Congress Back to Work Next Week; Facing Health Care, Budget
January 15, 2010 Bookmark and Share
Congress will be back to work in earnest next week after Martin Luther King, Jr. day on Monday to face a host of issues lacking simple solutions.
The House of Representatives was technically in session this week and did take votes on three resolutions and a bill to name a post office. The Senate remained out of session, to return Tuesday.
Upon returning, the Senate is scheduled to immediately take up a bill to raise the nation’s debt limit. Congress approved an extension of the debt limit before the holidays, but the $290 billion increase is estimated to last only until February. A number of amendments to debt legislation are expected, meaning debate could extend into February as well.
Congressional Democrats and the Obama Administration continued talks this week toward a compromise they hope will help avoid a formal conference of pending health care legislation. News reports indicate Leadership would like to have the bill done by the end of the month, but no compromise has yet been inked. The effort to pass a health care bill consumed much of the latter half of 2009.
Importantly to agriculture, the Obama Administration’s FY2011 budget draft is expected out on Feb.1. The FY2010 Obama Administration budget proposed deep cuts to farm safety net programs and were resoundly rejected by Members of Congress.

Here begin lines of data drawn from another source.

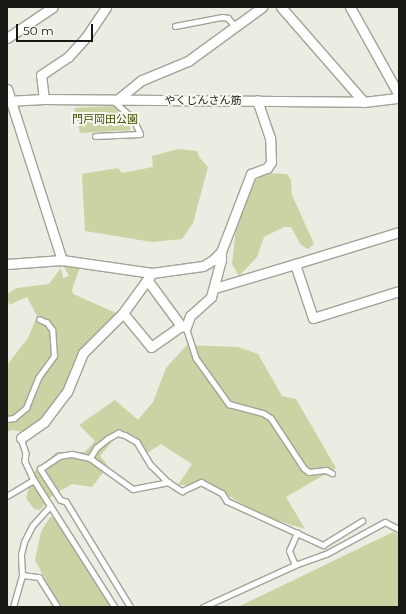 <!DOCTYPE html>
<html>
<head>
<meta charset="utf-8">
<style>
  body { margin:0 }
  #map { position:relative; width:406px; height:614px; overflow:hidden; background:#eaede1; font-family:Montserrat,"Noto Sans JP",sans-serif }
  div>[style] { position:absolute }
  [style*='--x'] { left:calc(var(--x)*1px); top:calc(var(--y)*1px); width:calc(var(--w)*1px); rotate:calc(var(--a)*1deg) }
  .green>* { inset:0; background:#c9d3a3 }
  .roads { filter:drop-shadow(1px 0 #a1a398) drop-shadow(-1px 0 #a1a398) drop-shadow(0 1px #a1a398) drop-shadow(0 -1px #a1a398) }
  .lane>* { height:4.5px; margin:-2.25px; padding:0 2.25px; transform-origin:2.25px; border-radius:2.25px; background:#fff }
  .street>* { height:9px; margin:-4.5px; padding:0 4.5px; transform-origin:4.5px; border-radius:4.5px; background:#fff }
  span { translate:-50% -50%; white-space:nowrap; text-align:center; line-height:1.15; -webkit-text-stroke:4px #f7faee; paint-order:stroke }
  .street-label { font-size:11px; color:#181915 }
  .park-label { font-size:11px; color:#3f4801 }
  .frame { position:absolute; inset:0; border:8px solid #181915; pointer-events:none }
  .scale { position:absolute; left:16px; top:24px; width:77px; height:18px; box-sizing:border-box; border:2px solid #181915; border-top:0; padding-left:5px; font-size:12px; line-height:14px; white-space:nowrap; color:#181915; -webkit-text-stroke:3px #f7faee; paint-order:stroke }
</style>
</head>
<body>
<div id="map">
  <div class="green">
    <i style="clip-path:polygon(114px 106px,129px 119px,130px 130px,80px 133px,74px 108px)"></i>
    <i style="clip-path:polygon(178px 149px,197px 151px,199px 157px,208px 167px,193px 223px,182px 239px,152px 242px,85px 231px,82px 174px,118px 168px,122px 173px,153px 167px,152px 156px)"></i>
    <i style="clip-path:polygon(265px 173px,287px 174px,291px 180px,292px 195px,314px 244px,308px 249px,301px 245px,291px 227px,284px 227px,264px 237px,257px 257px,239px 276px,232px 264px,237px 219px,245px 209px,249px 186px)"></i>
    <i style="clip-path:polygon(67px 266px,80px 267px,72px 290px,73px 294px,116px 313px,116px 316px,89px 340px,66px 388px,43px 419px,23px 432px,12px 430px,7px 432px,7px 365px,28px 338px,37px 316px,27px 297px,9px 305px,7px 294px,17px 288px,49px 284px,61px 268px,63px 278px,69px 276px,64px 267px)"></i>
    <i style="clip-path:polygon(187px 345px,238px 347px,258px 354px,282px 396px,296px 399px,336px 468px,286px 497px,305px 529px,265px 517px,209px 485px,178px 485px,192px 464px,161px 444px,147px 453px,120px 432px,100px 456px,108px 466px,92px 487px,72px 484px,53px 495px,40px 510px,34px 509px,26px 498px,33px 473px,57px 452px,85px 452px,95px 441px,79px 425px,115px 400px,138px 420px,153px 402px,166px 368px)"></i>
    <i style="clip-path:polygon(50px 517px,53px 517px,111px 607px,63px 607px,54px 596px,35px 560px,41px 532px)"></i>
    <i style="clip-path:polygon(393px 532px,399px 535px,399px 607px,238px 607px)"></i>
  </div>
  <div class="roads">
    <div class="lane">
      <i style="--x:175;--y:26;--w:48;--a:-10.8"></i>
      <i style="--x:222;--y:17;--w:6;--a:9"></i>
      <i style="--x:228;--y:18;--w:12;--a:48"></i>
      <i style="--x:95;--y:136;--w:45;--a:-2.5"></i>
      <i style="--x:140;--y:134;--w:17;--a:-115"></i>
      <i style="--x:133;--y:119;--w:27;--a:-138"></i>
      <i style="--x:186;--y:327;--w:33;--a:72"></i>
      <i style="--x:196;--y:358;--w:57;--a:54.3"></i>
      <i style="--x:229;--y:404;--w:35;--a:15"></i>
      <i style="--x:263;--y:413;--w:9;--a:32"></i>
      <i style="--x:271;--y:418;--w:60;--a:56.6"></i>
      <i style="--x:304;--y:468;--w:6;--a:39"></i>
      <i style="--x:309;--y:472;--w:17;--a:-7"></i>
      <i style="--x:326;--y:470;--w:7;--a:27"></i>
      <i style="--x:7;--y:419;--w:7;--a:-8"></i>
      <i style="--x:14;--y:418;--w:16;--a:-40"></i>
      <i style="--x:26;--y:408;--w:32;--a:-68"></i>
      <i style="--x:38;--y:378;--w:27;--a:-54"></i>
      <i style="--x:54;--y:356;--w:26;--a:-94"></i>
      <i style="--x:52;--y:330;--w:9;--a:-126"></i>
      <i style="--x:47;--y:323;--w:8;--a:-157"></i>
      <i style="--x:21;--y:438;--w:16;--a:72"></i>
      <i style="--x:26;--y:453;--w:8;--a:97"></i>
      <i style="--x:25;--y:461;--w:21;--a:65"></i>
      <i style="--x:34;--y:480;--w:151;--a:57.5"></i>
      <i style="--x:90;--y:458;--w:12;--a:-59"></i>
      <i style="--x:96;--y:448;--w:14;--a:-39"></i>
      <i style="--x:107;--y:439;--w:13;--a:-29"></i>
      <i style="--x:118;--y:433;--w:7;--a:16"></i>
      <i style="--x:125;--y:435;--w:14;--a:30"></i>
      <i style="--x:137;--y:442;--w:27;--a:59"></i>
      <i style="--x:151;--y:465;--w:24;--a:45"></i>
      <i style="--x:7;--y:496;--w:31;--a:-31"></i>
      <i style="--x:295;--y:565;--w:15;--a:-113"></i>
      <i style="--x:289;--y:551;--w:20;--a:-66"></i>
      <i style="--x:22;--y:575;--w:17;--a:7"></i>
      <i style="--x:39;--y:577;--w:36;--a:58"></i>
      <i style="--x:13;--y:607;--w:33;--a:-74"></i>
      <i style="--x:22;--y:575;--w:20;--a:-93"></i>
      <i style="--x:21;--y:555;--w:13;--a:-77"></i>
      <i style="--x:24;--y:542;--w:18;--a:-63"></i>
      <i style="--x:32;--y:526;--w:27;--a:-48"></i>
      <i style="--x:130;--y:607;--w:123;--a:-121.4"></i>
      <i style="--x:66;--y:502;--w:6;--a:-162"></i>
      <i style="--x:60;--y:500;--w:37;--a:-123"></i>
      <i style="--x:40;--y:469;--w:23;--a:-34"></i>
      <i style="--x:59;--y:456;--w:13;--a:-9"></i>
      <i style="--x:72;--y:454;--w:18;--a:13"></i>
      <i style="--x:90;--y:458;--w:53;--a:35.8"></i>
      <i style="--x:133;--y:489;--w:36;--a:-11"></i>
      <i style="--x:168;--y:482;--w:17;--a:33"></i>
      <i style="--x:182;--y:491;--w:21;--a:-25"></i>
      <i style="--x:201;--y:482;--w:24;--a:28"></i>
      <i style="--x:222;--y:493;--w:9;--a:58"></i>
      <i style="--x:227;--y:501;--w:106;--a:24.6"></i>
      <i style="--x:323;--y:545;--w:46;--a:-31.6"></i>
      <i style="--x:203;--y:607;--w:101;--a:-24.5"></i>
      <i style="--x:295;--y:565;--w:33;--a:-20"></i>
      <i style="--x:326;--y:554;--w:67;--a:-28.5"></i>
      <i style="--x:385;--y:522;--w:16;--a:27"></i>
    </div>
    <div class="street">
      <i style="--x:281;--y:7;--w:126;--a:48.9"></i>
      <i style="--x:350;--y:7;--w:101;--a:60.9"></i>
      <i style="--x:7;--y:38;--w:55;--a:-34"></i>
      <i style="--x:7;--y:89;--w:180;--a:72.2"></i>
      <i style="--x:44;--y:99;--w:24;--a:-97"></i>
      <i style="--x:41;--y:75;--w:32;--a:-34"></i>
      <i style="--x:68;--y:57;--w:27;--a:-48"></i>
      <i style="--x:86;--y:37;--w:36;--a:-56"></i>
      <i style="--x:117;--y:100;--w:32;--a:-39"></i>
      <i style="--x:142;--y:80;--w:50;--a:-22.4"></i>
      <i style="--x:188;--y:61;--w:92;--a:-36.1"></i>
      <i style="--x:7;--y:101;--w:37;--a:-3"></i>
      <i style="--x:44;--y:99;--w:320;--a:0.5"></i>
      <i style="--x:364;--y:102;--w:35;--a:-7"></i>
      <i style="--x:399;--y:232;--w:109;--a:162.9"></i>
      <i style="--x:295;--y:264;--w:57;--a:71.6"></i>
      <i style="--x:313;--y:318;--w:90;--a:-17.4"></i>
      <i style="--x:7;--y:264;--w:55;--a:-4.2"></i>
      <i style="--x:62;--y:260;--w:91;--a:8.2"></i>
      <i style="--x:152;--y:273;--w:51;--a:-7.8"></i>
      <i style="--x:203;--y:266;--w:12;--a:-31"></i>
      <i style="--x:213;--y:260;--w:11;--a:-45"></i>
      <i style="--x:221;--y:252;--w:84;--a:-69"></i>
      <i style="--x:251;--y:174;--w:17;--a:-21"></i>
      <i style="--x:267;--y:168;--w:7;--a:-56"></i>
      <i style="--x:271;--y:162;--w:24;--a:-92"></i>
      <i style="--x:270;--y:138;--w:40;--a:-108.9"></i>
      <i style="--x:148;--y:281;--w:56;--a:53.7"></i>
      <i style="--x:181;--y:326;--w:5;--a:11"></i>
      <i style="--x:186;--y:327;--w:12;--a:-70"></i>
      <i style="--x:190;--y:316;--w:28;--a:-42"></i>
      <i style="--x:211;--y:297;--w:38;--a:-75"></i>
      <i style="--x:221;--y:260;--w:8;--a:-90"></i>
      <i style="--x:215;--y:288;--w:84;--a:-16.7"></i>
      <i style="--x:123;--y:313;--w:44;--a:50.5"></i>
      <i style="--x:151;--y:347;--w:37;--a:-35"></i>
      <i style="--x:21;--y:438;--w:28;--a:-35"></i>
      <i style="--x:44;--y:422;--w:38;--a:-53"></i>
      <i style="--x:67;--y:392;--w:42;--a:-67.7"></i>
      <i style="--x:83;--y:353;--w:57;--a:-45"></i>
      <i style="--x:123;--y:313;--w:49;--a:-54.1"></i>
    </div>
  </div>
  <div class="street-label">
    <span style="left:203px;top:100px">やくじんさん筋</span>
  </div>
  <div class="park-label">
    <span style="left:105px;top:119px">門戸岡田公園</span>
  </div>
  <div class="frame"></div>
  <div class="scale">50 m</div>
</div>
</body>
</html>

The country’s fiscal situation has only become more tenuous since last year, however, and there are rumors of not only budget cuts but a possible budget reconciliation process to gain savings from programs.
Also, Senate Majority Leader Harry Reid (D-Nev.) gave indication this week that his chamber will attempt to take up energy and climate change legislation this spring, which is likely to prove contentious and time-consuming.